Similarly, the regulations designed for hotels, offices, and apartments do not apply readily nor easily to short-term rentals. The retiree who rents out a spare bedroom cannot be expected to meet the same licensing and registration requirements that a 500-room hotel would fulfill. But the alternatives (forbidding her to rent the space to supplement her modest income—and depriving her community of tax and business revenue—or forcing her to operate underground, without licensing or safety inspections) simply don’t work. Licensing and regulatory schemes need to adjust to the new reality—and they need to continue to be flexible, a quality not always associated with property laws.

As with globalization, the changes brought by the sharing economy are new, complex, and often unpredictable. There will be winners and losers; and there will be tremendous need for adjustment. Some of the change will be painful at times. But the changes we have noted in travel patterns, in other aspects of real estate, and in how our lives are defined by space are very real.

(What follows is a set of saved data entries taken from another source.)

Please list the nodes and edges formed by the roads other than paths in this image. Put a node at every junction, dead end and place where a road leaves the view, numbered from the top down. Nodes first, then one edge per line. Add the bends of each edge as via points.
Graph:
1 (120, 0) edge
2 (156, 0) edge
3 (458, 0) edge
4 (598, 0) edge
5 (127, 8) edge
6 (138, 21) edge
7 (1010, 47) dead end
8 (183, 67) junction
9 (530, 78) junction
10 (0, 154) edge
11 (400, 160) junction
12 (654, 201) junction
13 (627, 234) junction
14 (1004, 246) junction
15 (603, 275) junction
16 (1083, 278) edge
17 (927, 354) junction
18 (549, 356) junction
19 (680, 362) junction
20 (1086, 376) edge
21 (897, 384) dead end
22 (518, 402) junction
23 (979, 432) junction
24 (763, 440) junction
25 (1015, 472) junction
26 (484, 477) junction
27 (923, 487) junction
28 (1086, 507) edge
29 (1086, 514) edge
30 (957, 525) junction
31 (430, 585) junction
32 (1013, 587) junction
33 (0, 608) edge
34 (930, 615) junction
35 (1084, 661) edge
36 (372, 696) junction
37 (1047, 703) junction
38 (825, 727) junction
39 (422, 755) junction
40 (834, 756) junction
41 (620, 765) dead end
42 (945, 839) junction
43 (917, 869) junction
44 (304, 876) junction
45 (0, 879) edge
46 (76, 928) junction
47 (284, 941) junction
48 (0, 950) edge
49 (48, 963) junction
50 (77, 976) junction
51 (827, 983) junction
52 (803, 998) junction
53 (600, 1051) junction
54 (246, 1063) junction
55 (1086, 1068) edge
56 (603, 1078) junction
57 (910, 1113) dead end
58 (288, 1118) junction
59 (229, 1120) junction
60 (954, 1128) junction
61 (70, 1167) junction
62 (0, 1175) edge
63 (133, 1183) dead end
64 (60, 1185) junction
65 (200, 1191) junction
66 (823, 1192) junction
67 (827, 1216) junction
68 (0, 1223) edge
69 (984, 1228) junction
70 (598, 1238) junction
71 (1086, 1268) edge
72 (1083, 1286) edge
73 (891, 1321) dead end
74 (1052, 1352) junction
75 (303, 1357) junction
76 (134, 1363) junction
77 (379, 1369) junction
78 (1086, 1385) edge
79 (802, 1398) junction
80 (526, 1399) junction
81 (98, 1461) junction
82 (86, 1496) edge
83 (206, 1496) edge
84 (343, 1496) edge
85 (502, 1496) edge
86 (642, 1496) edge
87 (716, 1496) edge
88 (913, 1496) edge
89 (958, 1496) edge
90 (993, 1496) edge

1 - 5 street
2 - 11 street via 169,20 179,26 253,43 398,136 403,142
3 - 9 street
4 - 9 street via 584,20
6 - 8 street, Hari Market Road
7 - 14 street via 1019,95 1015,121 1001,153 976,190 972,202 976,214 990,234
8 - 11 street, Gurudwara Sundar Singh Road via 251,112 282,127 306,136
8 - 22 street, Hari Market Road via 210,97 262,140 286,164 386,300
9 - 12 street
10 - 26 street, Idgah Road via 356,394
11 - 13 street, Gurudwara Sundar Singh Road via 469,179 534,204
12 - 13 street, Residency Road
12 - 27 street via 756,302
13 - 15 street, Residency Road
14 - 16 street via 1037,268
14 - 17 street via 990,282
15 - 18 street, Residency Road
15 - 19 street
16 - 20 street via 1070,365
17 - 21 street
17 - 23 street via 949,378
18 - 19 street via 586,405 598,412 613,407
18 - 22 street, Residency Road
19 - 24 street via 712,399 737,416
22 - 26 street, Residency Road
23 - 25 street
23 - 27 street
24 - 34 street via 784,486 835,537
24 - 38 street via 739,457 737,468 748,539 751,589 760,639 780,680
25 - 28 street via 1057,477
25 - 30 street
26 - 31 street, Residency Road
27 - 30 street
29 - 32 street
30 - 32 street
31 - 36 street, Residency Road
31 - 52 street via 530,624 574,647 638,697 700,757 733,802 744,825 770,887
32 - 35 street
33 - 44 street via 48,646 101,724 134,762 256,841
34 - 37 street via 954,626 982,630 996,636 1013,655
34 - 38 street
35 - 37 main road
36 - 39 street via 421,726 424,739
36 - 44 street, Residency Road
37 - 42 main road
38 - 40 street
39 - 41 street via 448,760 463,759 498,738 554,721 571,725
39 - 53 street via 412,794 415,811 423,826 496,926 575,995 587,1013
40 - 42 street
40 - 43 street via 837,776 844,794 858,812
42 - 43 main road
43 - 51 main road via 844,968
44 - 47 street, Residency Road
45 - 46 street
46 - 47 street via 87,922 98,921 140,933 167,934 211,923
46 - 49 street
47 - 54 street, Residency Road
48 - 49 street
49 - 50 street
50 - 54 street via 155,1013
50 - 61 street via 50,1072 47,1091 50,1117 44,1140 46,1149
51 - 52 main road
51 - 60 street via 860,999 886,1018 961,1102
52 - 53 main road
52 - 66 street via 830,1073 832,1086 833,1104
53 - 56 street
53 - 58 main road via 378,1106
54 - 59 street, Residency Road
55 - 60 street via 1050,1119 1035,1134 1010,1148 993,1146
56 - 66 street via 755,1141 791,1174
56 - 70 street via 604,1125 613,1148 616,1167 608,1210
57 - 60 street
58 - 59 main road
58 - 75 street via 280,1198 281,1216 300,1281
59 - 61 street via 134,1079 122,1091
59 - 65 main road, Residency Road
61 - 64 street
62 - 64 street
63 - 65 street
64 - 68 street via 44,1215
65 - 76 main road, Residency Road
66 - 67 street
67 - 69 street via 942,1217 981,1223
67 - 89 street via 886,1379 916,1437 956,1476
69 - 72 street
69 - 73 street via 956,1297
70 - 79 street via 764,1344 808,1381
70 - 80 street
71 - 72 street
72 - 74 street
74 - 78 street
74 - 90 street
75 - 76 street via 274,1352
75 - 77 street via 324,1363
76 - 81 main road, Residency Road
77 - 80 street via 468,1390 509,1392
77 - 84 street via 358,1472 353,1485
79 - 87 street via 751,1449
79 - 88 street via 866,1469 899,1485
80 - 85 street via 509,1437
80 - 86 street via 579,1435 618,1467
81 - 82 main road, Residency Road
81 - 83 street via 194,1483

Overall, as the World Travel & Tourism Council has documented, the travel and tourism industries are responsible for about 10 percent of the world’s GDP and jobs, and the short-term accommodations segment represents a rapidly growing share of this market. These are vast economic domains, and the changes they are undergoing are powerful ones. The individuals, companies, and governments that adapt to them will capture their significant benefits, enhancing economies and lives.